▶ **Required action**: Show every line from the data below that includes "RESTFUL".

▶ **Stored items**:

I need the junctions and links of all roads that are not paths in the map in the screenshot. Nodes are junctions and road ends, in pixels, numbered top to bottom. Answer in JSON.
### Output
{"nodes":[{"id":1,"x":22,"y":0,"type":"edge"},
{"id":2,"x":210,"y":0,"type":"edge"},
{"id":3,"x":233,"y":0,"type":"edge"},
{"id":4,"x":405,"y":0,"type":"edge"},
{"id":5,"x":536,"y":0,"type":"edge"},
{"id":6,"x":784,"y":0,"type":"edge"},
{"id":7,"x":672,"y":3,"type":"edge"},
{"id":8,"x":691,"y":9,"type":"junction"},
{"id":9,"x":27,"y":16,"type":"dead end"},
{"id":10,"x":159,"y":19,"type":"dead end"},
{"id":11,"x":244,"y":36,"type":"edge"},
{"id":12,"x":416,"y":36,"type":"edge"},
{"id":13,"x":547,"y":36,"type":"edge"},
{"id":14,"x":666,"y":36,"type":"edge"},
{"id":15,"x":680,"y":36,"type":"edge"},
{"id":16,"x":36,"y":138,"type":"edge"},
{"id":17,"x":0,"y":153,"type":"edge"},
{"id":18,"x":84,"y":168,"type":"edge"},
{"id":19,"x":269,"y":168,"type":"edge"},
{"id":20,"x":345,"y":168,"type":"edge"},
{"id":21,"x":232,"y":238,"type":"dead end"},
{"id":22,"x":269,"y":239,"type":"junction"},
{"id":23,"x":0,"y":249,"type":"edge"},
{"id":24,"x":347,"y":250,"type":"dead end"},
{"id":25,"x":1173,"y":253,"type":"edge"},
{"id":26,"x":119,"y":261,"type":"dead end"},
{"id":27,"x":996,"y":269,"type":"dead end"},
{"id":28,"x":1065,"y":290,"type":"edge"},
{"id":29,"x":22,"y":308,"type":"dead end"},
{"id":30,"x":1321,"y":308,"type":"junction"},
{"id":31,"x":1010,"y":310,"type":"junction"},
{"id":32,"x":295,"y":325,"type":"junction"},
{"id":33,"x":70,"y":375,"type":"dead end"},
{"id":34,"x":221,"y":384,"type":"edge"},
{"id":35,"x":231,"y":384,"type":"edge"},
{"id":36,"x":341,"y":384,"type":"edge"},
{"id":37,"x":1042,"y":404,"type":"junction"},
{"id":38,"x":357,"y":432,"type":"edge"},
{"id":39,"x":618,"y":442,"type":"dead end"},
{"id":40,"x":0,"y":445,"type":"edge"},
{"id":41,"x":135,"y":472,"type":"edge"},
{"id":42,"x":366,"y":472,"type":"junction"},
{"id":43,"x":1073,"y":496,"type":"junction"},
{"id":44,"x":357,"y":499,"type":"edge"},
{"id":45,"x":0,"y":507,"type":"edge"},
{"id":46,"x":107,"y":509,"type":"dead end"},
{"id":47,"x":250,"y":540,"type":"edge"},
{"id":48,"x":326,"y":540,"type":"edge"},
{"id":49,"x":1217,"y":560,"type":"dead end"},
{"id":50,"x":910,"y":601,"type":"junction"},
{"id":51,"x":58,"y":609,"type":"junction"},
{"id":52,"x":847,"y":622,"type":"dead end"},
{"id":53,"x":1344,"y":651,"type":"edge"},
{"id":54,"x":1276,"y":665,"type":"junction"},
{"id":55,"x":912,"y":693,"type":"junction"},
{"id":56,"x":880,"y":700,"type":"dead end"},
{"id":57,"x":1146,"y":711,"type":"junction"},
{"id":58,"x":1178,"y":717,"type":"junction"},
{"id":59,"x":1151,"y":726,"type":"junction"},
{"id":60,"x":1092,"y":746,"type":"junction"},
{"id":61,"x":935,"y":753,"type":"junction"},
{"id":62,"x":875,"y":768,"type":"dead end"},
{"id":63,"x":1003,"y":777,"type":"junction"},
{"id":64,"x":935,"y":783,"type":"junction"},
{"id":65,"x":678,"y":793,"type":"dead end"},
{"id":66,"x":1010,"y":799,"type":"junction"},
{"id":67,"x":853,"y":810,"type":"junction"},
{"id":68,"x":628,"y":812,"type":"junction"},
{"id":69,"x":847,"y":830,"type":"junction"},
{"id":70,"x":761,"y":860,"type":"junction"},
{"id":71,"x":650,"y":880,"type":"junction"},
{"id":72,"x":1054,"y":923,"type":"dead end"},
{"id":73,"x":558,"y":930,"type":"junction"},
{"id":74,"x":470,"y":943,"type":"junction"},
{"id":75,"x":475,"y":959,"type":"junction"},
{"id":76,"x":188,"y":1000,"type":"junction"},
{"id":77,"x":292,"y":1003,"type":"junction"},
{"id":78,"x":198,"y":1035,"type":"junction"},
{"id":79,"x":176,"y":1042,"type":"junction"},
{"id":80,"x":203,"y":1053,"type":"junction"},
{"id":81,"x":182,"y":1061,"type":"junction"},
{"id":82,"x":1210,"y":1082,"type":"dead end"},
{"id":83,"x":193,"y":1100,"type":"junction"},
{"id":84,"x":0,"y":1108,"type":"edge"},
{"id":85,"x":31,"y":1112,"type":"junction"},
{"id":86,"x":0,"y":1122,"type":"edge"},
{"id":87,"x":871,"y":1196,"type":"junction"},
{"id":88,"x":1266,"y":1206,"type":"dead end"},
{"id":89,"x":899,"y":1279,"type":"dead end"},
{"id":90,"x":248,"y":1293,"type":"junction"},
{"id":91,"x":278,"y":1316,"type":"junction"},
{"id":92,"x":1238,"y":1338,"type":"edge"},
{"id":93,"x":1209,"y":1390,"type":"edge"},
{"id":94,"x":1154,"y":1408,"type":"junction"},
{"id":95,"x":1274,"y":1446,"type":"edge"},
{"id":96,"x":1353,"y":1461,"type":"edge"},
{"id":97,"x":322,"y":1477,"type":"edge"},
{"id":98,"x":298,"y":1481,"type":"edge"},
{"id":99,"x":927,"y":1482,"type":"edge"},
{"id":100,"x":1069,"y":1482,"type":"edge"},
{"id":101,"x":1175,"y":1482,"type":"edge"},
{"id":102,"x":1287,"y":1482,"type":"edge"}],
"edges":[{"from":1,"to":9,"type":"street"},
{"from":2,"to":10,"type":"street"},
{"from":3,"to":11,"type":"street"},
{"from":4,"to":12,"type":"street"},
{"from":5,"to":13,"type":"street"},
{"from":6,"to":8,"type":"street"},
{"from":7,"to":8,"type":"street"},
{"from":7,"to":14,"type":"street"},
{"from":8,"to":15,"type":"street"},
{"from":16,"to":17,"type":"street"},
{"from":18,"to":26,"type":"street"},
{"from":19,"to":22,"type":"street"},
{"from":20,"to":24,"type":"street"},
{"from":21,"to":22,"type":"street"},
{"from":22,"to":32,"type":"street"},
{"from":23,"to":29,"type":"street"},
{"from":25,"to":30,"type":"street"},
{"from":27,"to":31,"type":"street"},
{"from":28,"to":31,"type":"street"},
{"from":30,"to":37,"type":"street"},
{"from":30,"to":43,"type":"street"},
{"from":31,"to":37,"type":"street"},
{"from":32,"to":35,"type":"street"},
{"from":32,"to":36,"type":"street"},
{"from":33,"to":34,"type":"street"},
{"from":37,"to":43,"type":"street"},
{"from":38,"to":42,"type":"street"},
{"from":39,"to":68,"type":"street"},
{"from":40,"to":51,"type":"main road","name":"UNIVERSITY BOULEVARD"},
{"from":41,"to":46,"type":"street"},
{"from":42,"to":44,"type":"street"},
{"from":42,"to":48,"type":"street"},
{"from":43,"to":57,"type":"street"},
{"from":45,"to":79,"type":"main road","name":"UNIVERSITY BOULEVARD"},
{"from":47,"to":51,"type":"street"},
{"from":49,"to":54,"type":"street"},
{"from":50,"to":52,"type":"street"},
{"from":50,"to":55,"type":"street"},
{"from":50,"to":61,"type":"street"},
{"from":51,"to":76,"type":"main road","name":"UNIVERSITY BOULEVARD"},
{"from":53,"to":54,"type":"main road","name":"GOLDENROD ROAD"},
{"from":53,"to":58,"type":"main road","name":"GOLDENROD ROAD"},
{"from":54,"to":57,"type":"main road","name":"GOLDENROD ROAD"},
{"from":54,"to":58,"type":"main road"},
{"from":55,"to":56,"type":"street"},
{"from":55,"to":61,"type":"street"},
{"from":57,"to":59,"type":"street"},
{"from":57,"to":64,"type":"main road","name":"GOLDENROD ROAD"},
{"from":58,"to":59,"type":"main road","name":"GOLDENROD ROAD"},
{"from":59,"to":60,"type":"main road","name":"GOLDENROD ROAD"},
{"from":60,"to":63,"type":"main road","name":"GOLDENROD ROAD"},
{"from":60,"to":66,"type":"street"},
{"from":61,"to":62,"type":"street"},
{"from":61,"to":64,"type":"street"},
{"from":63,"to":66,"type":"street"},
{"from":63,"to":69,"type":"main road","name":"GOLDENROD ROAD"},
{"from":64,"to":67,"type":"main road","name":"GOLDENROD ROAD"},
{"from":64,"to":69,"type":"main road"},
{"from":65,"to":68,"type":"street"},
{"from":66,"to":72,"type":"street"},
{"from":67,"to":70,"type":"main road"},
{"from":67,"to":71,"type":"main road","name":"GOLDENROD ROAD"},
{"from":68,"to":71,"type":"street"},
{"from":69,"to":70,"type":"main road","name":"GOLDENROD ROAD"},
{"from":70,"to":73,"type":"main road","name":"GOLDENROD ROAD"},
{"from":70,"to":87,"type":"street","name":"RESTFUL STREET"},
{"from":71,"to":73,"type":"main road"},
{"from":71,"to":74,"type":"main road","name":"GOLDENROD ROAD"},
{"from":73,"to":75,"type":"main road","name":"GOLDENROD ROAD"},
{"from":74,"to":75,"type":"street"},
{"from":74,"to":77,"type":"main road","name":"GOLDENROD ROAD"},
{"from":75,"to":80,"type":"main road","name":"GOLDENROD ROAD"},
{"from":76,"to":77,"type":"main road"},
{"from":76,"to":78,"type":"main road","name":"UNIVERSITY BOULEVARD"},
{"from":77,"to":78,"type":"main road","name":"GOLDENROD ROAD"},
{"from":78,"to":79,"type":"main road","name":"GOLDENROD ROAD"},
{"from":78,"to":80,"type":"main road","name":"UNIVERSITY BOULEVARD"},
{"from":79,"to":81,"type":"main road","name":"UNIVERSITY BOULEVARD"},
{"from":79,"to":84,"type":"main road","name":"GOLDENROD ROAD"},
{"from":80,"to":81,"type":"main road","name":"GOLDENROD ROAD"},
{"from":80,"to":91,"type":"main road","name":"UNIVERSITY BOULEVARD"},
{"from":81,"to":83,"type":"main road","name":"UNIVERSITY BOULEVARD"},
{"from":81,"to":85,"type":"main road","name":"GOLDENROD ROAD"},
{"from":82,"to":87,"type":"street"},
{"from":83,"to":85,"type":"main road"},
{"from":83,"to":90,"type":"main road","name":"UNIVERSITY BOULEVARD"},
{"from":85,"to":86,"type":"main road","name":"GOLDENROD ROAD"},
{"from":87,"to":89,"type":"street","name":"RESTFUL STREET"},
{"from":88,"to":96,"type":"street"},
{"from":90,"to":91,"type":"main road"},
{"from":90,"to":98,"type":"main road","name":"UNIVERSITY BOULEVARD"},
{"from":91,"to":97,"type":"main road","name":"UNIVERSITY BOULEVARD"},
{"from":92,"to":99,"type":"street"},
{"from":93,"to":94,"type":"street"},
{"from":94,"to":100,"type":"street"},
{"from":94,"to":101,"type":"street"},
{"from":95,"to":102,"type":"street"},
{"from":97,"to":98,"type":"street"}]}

▶ **Response area**:
{"from":70,"to":87,"type":"street","name":"RESTFUL STREET"},
{"from":87,"to":89,"type":"street","name":"RESTFUL STREET"},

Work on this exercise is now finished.